If nobody invented the nicely constructed "grunge" box, would you think Nirvana would be just labeled noise/punk/post-hardcore?

Pearl Jam hard rock and maybe even like a neo-classic rock?


Disenchanted classic rock ?
American punk ?
I feel that the Grunge term had to be


Maybe. I'm no genre expert, but grunge has probably more to do with Seattle than the way it sounds. So asking the question in a different way, I wonder if all these bands came from different places, would a more generic term be applied to them? If Pearl Jam was from North Carolina, Nirvana was from LA, and Alice and Chains from NYC... would we still call them grunge based on what they sound like?

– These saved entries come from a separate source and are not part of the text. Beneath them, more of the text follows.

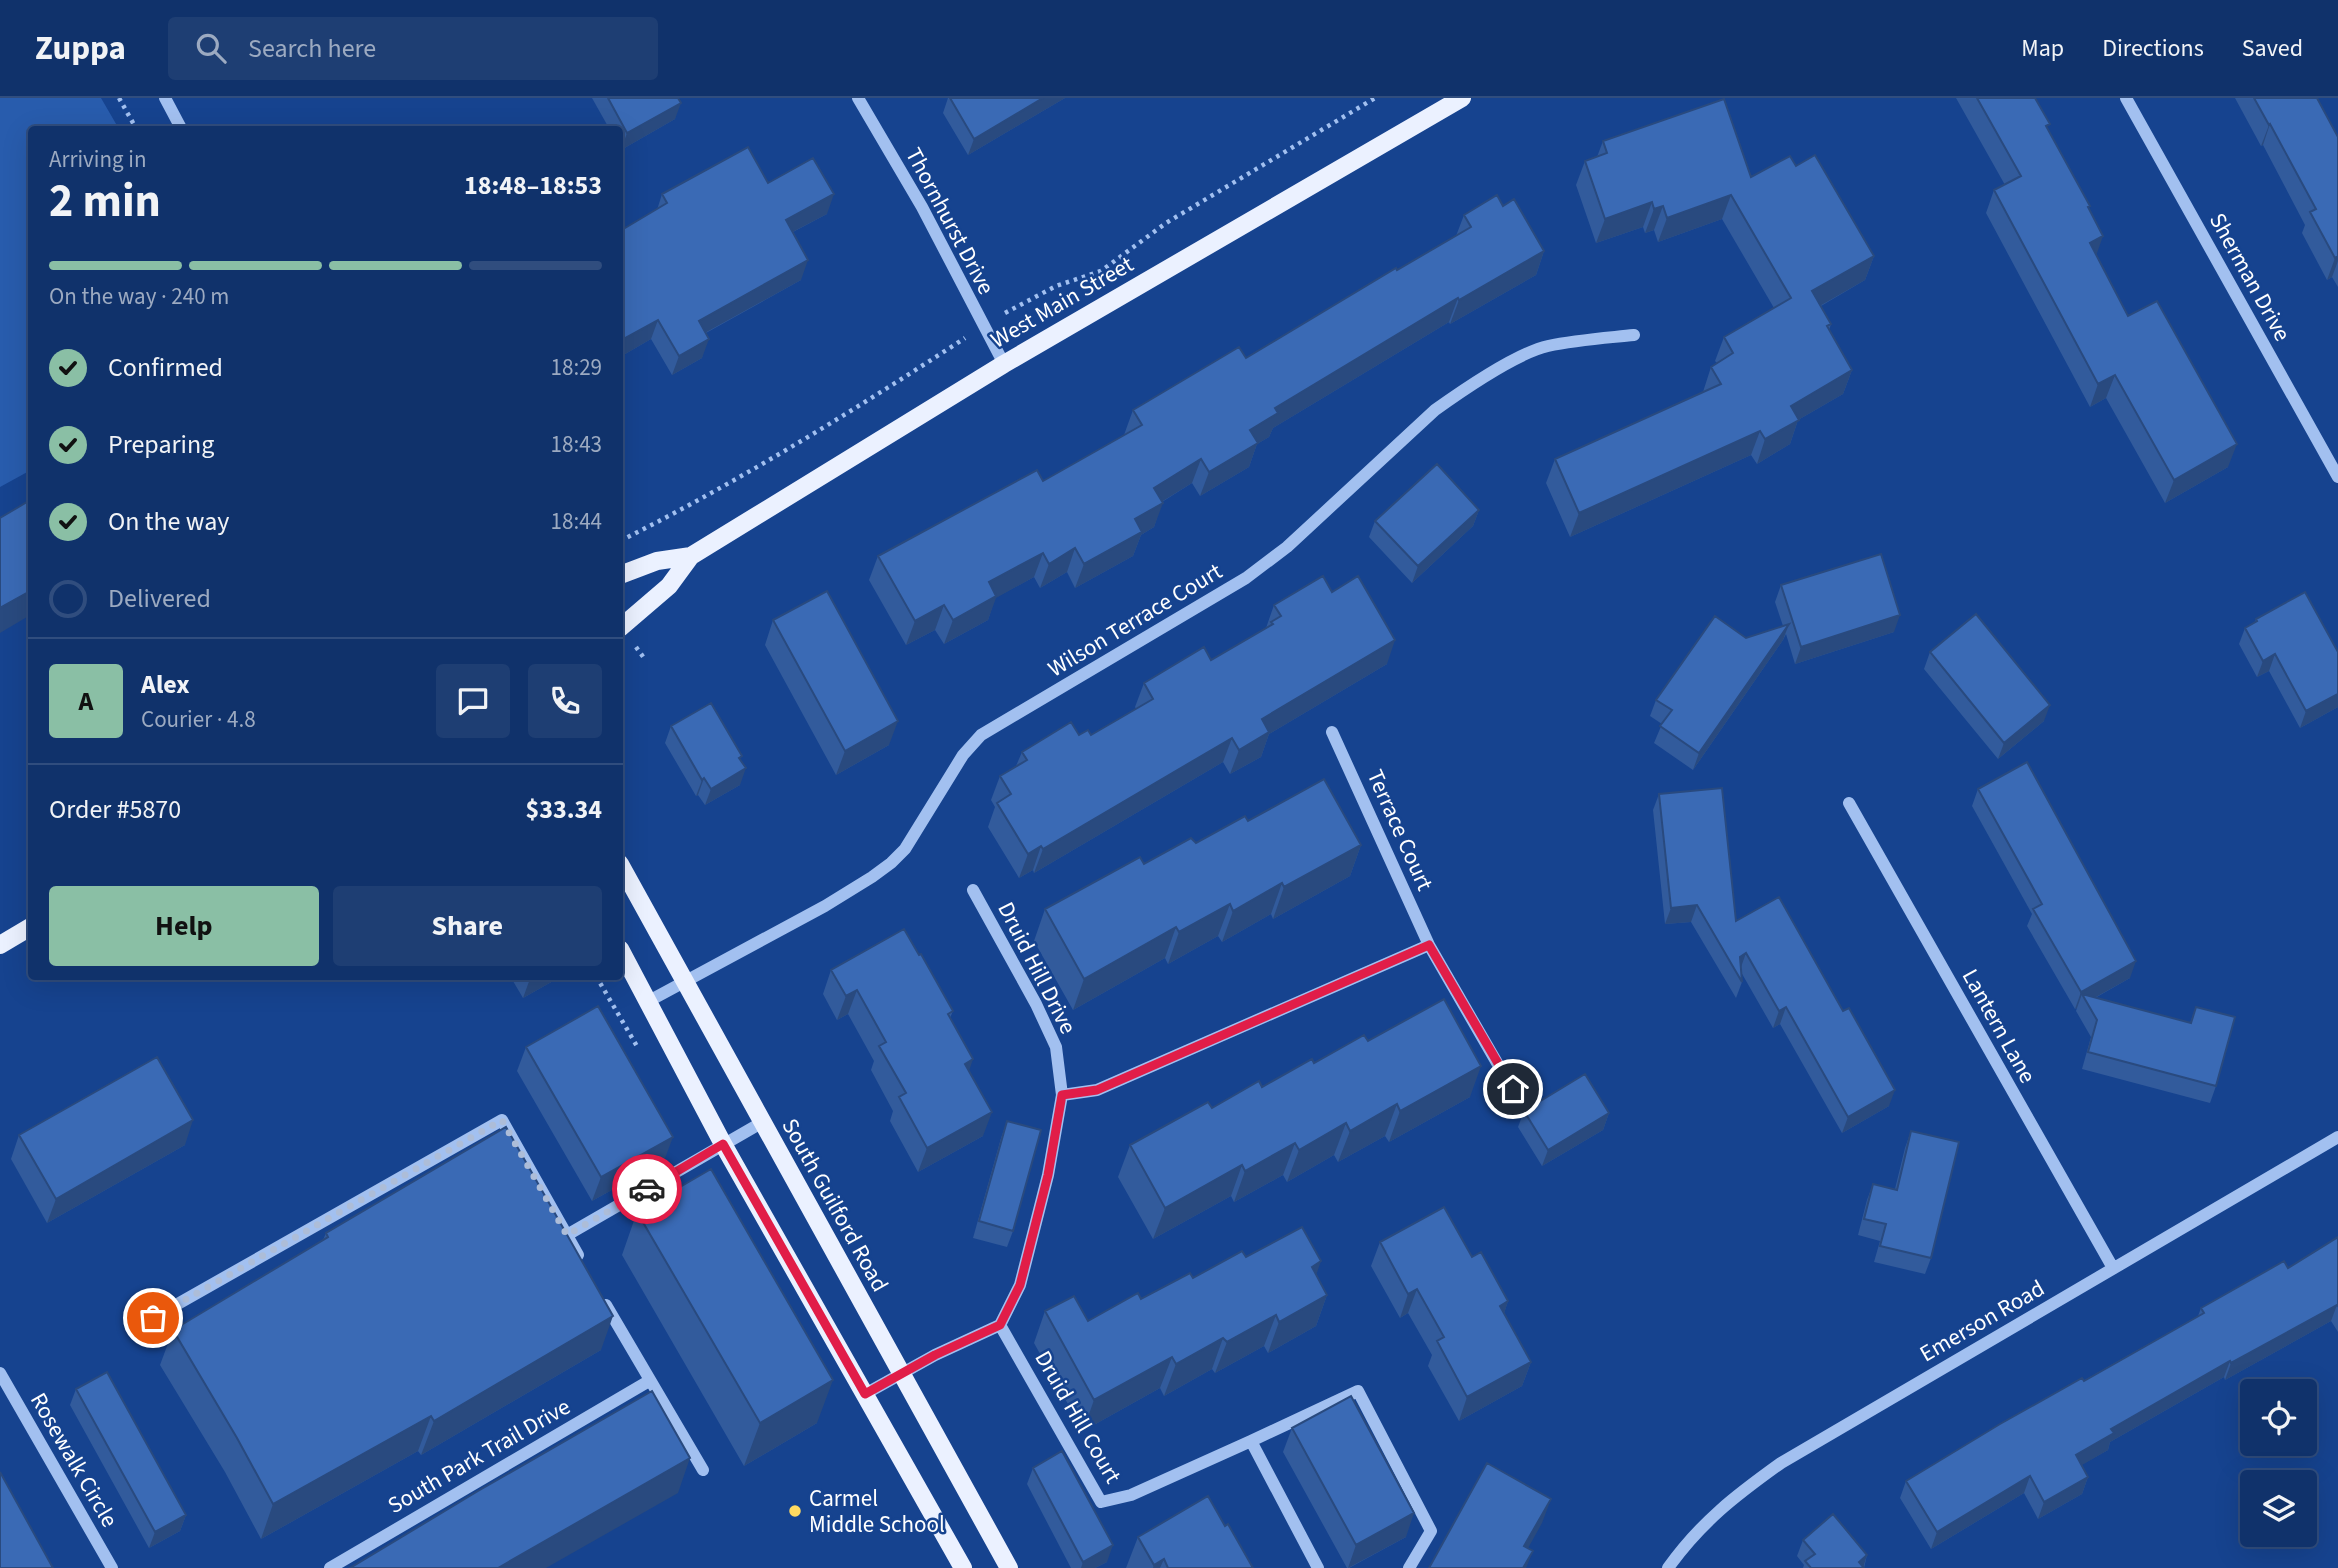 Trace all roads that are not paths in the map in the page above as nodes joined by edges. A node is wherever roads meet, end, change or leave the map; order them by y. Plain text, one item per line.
1 (164, 98) edge
2 (858, 98) edge
3 (1461, 98) edge
4 (2126, 98) edge
5 (180, 126) edge
6 (1634, 335) dead end
7 (1004, 364) junction
8 (2338, 477) edge
9 (691, 556) junction
10 (623, 574) edge
11 (623, 625) edge
12 (1332, 732) dead end
13 (1849, 803) dead end
14 (623, 870) edge
15 (973, 890) dead end
16 (28, 928) edge
17 (0, 945) edge
18 (1429, 945) junction
19 (623, 955) edge
20 (684, 982) junction
21 (648, 1002) junction
22 (1062, 1095) junction
23 (1527, 1113) edge
24 (761, 1123) junction
25 (2338, 1137) edge
26 (723, 1144) junction
27 (567, 1235) junction
28 (2113, 1268) junction
29 (588, 1271) edge
30 (601, 1296) edge
31 (153, 1318) dead end
32 (1000, 1325) junction
33 (0, 1373) edge
34 (901, 1374) junction
35 (649, 1381) junction
36 (865, 1394) junction
37 (1251, 1441) junction
38 (702, 1469) dead end
39 (112, 1568) edge
40 (330, 1568) edge
41 (963, 1568) edge
42 (1009, 1568) edge
43 (1318, 1568) edge
44 (1409, 1568) edge
45 (1668, 1568) edge

1 - 5 street
2 - 7 street, Thornhurst Drive
3 - 7 main road, West Main Street
4 - 8 street, Sherman Drive
6 - 20 street, Wilson Terrace Court
7 - 9 main road, West Main Street
9 - 10 main road, West Main Street
9 - 11 main road, West Main Street
12 - 18 street, Terrace Court
13 - 28 street, Lantern Lane
14 - 20 main road, South Guilford Road
15 - 22 street, Druid Hill Drive
16 - 17 main road
18 - 22 street
18 - 23 street, Terrace Court
19 - 21 main road
20 - 21 street, Wilson Terrace Court
20 - 24 main road, South Guilford Road
21 - 26 main road
22 - 32 street, Druid Hill Drive
24 - 26 street
24 - 34 main road, South Guilford Road
25 - 28 street, Emerson Road
26 - 27 street
26 - 36 main road
27 - 29 street
27 - 31 street
28 - 45 street, Emerson Road
30 - 35 street
32 - 34 street
32 - 37 street, Druid Hill Court
33 - 39 street, Rosewalk Circle
34 - 36 street
34 - 42 main road, South Guilford Road
35 - 38 street
35 - 40 street, South Park Trail Drive
36 - 41 main road
37 - 43 street
37 - 44 street, Druid Hill Court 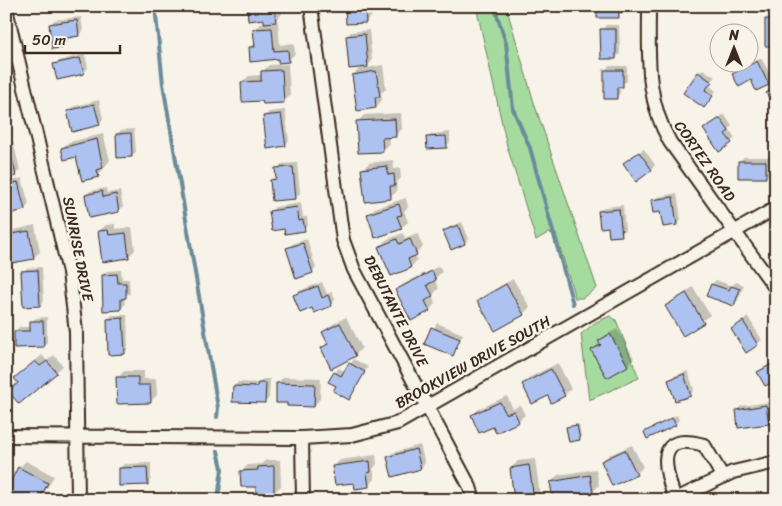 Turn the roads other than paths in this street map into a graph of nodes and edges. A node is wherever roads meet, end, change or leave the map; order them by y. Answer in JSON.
{"nodes":[{"id":1,"x":311,"y":6,"type":"edge"},
{"id":2,"x":649,"y":6,"type":"edge"},
{"id":3,"x":6,"y":9,"type":"edge"},
{"id":4,"x":776,"y":208,"type":"edge"},
{"id":5,"x":735,"y":232,"type":"junction"},
{"id":6,"x":776,"y":288,"type":"edge"},
{"id":7,"x":426,"y":405,"type":"junction"},
{"id":8,"x":6,"y":436,"type":"edge"},
{"id":9,"x":79,"y":436,"type":"junction"},
{"id":10,"x":302,"y":438,"type":"junction"},
{"id":11,"x":776,"y":462,"type":"edge"},
{"id":12,"x":723,"y":477,"type":"junction"},
{"id":13,"x":78,"y":500,"type":"edge"},
{"id":14,"x":303,"y":500,"type":"edge"},
{"id":15,"x":474,"y":500,"type":"edge"},
{"id":16,"x":674,"y":500,"type":"edge"}],
"edges":[{"from":1,"to":7,"type":"street","name":"DEBUTANTE DRIVE"},
{"from":2,"to":5,"type":"street","name":"CORTEZ ROAD"},
{"from":3,"to":9,"type":"street","name":"SUNRISE DRIVE"},
{"from":4,"to":5,"type":"street","name":"BROOKVIEW DRIVE SOUTH"},
{"from":5,"to":6,"type":"street","name":"CORTEZ ROAD"},
{"from":5,"to":7,"type":"street","name":"BROOKVIEW DRIVE SOUTH"},
{"from":7,"to":10,"type":"street","name":"BROOKVIEW DRIVE SOUTH"},
{"from":7,"to":15,"type":"street","name":"DEBUTANTE DRIVE"},
{"from":8,"to":9,"type":"street","name":"BROOKVIEW DRIVE SOUTH"},
{"from":9,"to":10,"type":"street","name":"BROOKVIEW DRIVE SOUTH"},
{"from":9,"to":13,"type":"street","name":"SUNRISE DRIVE"},
{"from":10,"to":14,"type":"street"},
{"from":11,"to":12,"type":"street"},
{"from":12,"to":16,"type":"street"},
{"from":12,"to":16,"type":"street"}]} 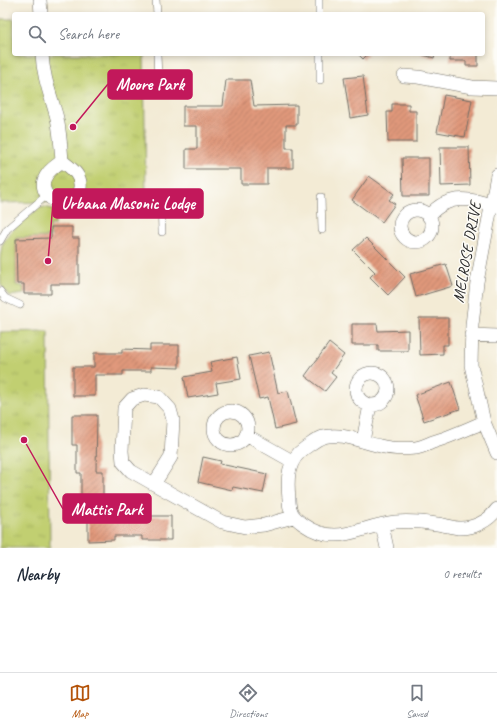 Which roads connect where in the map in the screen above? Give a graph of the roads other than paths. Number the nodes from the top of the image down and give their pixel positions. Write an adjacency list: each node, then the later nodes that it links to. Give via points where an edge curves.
1 (40, 0): 4 (street)
2 (156, 0): 5 (lane)
3 (319, 0): 6 (lane)
4 (41, 12)
5 (156, 12)
6 (319, 12)
7 (42, 56): 14 (street, via 46,83 61,140)
8 (157, 56): 11 (lane)
9 (320, 56): 12 (lane)
10 (404, 76): 13 (street)
11 (158, 79)
12 (320, 80)
13 (497, 88)
14 (62, 162): 16 (street, via 47,175 44,182); 16 (street, via 77,174 80,182 78,202 57,202)
15 (497, 175): 19 (street, MELROSE DRIVE)
16 (47, 195): 23 (lane, via 7,230)
17 (321, 197): 21 (lane)
18 (161, 198): 22 (lane)
19 (494, 207): 20 (street, via 477,201 458,200 444,203); 26 (street, MELROSE DRIVE, via 477,282)
20 (429, 216)
21 (322, 230)
22 (162, 232)
23 (0, 240)
24 (0, 291): 25 (lane, via 5,298)
25 (20, 305)
26 (471, 335): 27 (street); 29 (street, MELROSE DRIVE, via 471,365)
27 (497, 336)
28 (370, 405): 31 (street)
29 (484, 422): 31 (street, via 417,448 379,446); 32 (street, MELROSE DRIVE)
30 (246, 435): 33 (street)
31 (362, 440): 33 (street, via 323,437 302,449)
32 (497, 453)
33 (292, 462): 36 (street, via 288,471 289,499)
34 (154, 484): 34 (street, via 131,471 123,462 124,408 132,399 144,395 159,397 170,409 173,420 171,457); 36 (street, via 222,522 245,527)
35 (497, 508): 37 (street, via 474,527 459,528 415,521)
36 (293, 517): 37 (street, via 326,536 341,537)
37 (382, 525): 38 (street)
38 (387, 548)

Like when I was a little more ignorant (not much less these days anyway... Laughing ), I thought Smashing Pumpkins belonged in that grunge category because their sound and say Pearl Jam's sound really weren't that much different. Enter the grunge purists and they'd probably say no your wrong because distortion was invented in a reality distortion field by The Who and Jimi Hendrix and your mom and a blues guy in the 30s, so logically they can't be anything alike. Grunge is nothing like punk or hard rock or... anyway. Rawr.

But yes, I guess it was a unique time kinda. That's just it - it was and yet it wasn't. Anyway, random thoughts by boring old Seth.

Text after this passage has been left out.